(EXERCISE) Return the full listing unchanged, apart from leaving out its images.

(ENTRIES SHOWN)
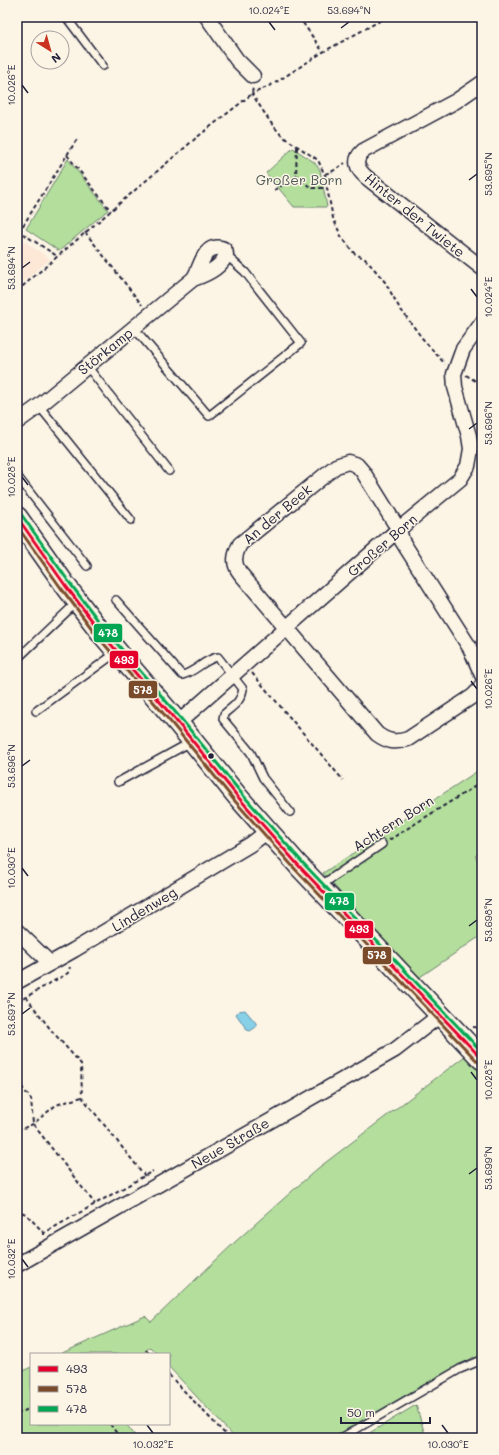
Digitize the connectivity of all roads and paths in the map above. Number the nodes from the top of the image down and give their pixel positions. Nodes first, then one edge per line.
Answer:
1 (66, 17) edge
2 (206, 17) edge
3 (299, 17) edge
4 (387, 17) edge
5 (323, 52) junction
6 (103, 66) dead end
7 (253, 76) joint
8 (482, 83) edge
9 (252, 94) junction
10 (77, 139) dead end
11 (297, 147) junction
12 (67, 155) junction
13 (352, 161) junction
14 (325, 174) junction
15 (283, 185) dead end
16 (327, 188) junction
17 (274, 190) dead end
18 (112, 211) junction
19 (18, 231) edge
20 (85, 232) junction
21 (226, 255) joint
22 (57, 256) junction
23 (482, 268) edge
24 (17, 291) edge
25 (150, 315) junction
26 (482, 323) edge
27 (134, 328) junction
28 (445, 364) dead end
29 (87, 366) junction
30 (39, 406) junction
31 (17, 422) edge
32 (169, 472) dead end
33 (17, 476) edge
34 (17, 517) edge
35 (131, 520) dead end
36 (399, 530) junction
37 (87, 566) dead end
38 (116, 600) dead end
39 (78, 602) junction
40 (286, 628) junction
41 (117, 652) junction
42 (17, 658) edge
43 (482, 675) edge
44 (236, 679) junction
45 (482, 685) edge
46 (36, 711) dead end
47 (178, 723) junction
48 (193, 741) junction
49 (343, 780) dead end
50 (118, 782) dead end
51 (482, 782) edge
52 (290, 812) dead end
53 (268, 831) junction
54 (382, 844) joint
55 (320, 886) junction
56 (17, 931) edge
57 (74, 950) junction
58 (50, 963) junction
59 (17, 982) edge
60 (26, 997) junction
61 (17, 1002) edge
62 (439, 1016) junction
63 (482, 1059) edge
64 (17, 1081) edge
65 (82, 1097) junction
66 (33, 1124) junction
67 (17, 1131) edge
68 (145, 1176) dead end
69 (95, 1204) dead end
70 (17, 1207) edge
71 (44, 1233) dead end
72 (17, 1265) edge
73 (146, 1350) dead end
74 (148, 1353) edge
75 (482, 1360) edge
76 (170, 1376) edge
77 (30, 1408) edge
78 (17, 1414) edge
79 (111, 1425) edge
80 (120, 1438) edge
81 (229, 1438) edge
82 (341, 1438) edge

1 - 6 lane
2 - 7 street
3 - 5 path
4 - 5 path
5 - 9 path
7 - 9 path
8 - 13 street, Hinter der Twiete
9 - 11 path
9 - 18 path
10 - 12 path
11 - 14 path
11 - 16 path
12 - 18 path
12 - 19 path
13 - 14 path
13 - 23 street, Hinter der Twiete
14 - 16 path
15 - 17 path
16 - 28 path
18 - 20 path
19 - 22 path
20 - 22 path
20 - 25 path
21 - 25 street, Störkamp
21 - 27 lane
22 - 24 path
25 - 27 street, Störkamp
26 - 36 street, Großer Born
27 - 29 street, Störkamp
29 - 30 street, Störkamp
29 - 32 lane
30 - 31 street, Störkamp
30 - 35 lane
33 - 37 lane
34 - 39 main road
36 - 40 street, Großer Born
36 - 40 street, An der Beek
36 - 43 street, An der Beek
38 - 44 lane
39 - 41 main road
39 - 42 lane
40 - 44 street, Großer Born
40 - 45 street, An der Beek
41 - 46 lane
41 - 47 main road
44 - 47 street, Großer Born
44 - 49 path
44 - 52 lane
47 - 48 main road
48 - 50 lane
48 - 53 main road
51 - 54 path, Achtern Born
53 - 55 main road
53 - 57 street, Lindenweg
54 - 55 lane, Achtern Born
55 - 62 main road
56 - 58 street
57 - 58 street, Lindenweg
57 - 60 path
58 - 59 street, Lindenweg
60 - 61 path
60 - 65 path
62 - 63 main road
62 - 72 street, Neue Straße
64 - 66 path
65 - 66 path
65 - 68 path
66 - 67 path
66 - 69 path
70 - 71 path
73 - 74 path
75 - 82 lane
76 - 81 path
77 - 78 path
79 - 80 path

(EXERCISE RESPONSE)
Digitize the connectivity of all roads and paths in the map above. Number the nodes from the top of the image down and give their pixel positions. Nodes first, then one edge per line.
Answer:
1 (66, 17) edge
2 (206, 17) edge
3 (299, 17) edge
4 (387, 17) edge
5 (323, 52) junction
6 (103, 66) dead end
7 (253, 76) joint
8 (482, 83) edge
9 (252, 94) junction
10 (77, 139) dead end
11 (297, 147) junction
12 (67, 155) junction
13 (352, 161) junction
14 (325, 174) junction
15 (283, 185) dead end
16 (327, 188) junction
17 (274, 190) dead end
18 (112, 211) junction
19 (18, 231) edge
20 (85, 232) junction
21 (226, 255) joint
22 (57, 256) junction
23 (482, 268) edge
24 (17, 291) edge
25 (150, 315) junction
26 (482, 323) edge
27 (134, 328) junction
28 (445, 364) dead end
29 (87, 366) junction
30 (39, 406) junction
31 (17, 422) edge
32 (169, 472) dead end
33 (17, 476) edge
34 (17, 517) edge
35 (131, 520) dead end
36 (399, 530) junction
37 (87, 566) dead end
38 (116, 600) dead end
39 (78, 602) junction
40 (286, 628) junction
41 (117, 652) junction
42 (17, 658) edge
43 (482, 675) edge
44 (236, 679) junction
45 (482, 685) edge
46 (36, 711) dead end
47 (178, 723) junction
48 (193, 741) junction
49 (343, 780) dead end
50 (118, 782) dead end
51 (482, 782) edge
52 (290, 812) dead end
53 (268, 831) junction
54 (382, 844) joint
55 (320, 886) junction
56 (17, 931) edge
57 (74, 950) junction
58 (50, 963) junction
59 (17, 982) edge
60 (26, 997) junction
61 (17, 1002) edge
62 (439, 1016) junction
63 (482, 1059) edge
64 (17, 1081) edge
65 (82, 1097) junction
66 (33, 1124) junction
67 (17, 1131) edge
68 (145, 1176) dead end
69 (95, 1204) dead end
70 (17, 1207) edge
71 (44, 1233) dead end
72 (17, 1265) edge
73 (146, 1350) dead end
74 (148, 1353) edge
75 (482, 1360) edge
76 (170, 1376) edge
77 (30, 1408) edge
78 (17, 1414) edge
79 (111, 1425) edge
80 (120, 1438) edge
81 (229, 1438) edge
82 (341, 1438) edge

1 - 6 lane
2 - 7 street
3 - 5 path
4 - 5 path
5 - 9 path
7 - 9 path
8 - 13 street, Hinter der Twiete
9 - 11 path
9 - 18 path
10 - 12 path
11 - 14 path
11 - 16 path
12 - 18 path
12 - 19 path
13 - 14 path
13 - 23 street, Hinter der Twiete
14 - 16 path
15 - 17 path
16 - 28 path
18 - 20 path
19 - 22 path
20 - 22 path
20 - 25 path
21 - 25 street, Störkamp
21 - 27 lane
22 - 24 path
25 - 27 street, Störkamp
26 - 36 street, Großer Born
27 - 29 street, Störkamp
29 - 30 street, Störkamp
29 - 32 lane
30 - 31 street, Störkamp
30 - 35 lane
33 - 37 lane
34 - 39 main road
36 - 40 street, Großer Born
36 - 40 street, An der Beek
36 - 43 street, An der Beek
38 - 44 lane
39 - 41 main road
39 - 42 lane
40 - 44 street, Großer Born
40 - 45 street, An der Beek
41 - 46 lane
41 - 47 main road
44 - 47 street, Großer Born
44 - 49 path
44 - 52 lane
47 - 48 main road
48 - 50 lane
48 - 53 main road
51 - 54 path, Achtern Born
53 - 55 main road
53 - 57 street, Lindenweg
54 - 55 lane, Achtern Born
55 - 62 main road
56 - 58 street
57 - 58 street, Lindenweg
57 - 60 path
58 - 59 street, Lindenweg
60 - 61 path
60 - 65 path
62 - 63 main road
62 - 72 street, Neue Straße
64 - 66 path
65 - 66 path
65 - 68 path
66 - 67 path
66 - 69 path
70 - 71 path
73 - 74 path
75 - 82 lane
76 - 81 path
77 - 78 path
79 - 80 path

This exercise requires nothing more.